Future research should incorporate prospective study designs with detailed, standardized assessments of visual function, including quantitative visual acuity measurements, depth perception, peripheral visual field testing, and visual-motor integration. Such studies would allow stratification by severity and type of visual impairment, rather than reliance on broad diagnostic codes, and could better clarify dose-response relationships between visual deficits and concussion risk. Additionally, integration of exposure metrics (eg, position played, snap counts, practice vs game exposure) and biomechanical data would strengthen causal inference. Future investigations should also be prospective in nature and track study participants with visual deficiencies throughout the course of a football season, seeing if they suffer concussions at higher rates than their peers. Finally, extending this work to other collision and contact sports may help determine whether the observed association is unique to youth football or reflects a broader relationship between visual function and concussion susceptibility across athletic populations.
Conclusion
In this propensity score–matched cohort of youth football athletes, visual impairment was associated with an increased risk of concussion coded with LOC, while associations with overall concussion diagnoses were less consistent. These findings suggest that visual function may play a role in susceptibility to more clinically apparent concussive injuries in contact sports.
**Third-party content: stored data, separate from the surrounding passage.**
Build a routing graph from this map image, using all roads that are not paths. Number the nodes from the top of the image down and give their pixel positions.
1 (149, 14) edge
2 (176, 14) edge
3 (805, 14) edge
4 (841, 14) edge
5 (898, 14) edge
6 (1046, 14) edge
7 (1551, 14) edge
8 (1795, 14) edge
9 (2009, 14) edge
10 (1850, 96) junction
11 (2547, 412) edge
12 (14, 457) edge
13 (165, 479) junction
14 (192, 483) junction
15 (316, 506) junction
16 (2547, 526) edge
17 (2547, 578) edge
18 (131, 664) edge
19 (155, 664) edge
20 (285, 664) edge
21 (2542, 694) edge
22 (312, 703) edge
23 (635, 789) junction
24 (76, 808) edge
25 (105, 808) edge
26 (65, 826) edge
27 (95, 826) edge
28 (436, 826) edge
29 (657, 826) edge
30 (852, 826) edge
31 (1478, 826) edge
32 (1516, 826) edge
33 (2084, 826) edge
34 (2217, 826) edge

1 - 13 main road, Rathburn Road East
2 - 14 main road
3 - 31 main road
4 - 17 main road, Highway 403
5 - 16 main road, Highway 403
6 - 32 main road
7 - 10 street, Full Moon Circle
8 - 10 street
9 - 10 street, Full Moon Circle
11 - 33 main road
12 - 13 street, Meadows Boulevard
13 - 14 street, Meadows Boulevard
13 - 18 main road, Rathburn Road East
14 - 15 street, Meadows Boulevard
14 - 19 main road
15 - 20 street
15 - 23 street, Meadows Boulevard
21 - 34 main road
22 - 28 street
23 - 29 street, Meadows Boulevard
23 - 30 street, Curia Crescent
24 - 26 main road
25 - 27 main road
Although the risk differences were modest, even small increases in injury risk may have meaningful implications at the population level given the high participation rates in youth football. Visual impairment represents an identifiable characteristic that may warrant consideration during preparticipation evaluations. Further prospective studies incorporating detailed measures of visual acuity, functional vision, corrective lens use, injury mechanism, and exposure metrics are needed to better define the relationship between visual function and concussion risk and to inform evidence-based prevention strategies.
Footnotes
Final revision submitted March 2, 2026; accepted March 8, 2026.
The authors declared that there are no conflicts of interest in the authorship and publication of this contribution.
Ethical approval for this study was waived by the University of California, Riverside School of Medicine (protocol No. 30442).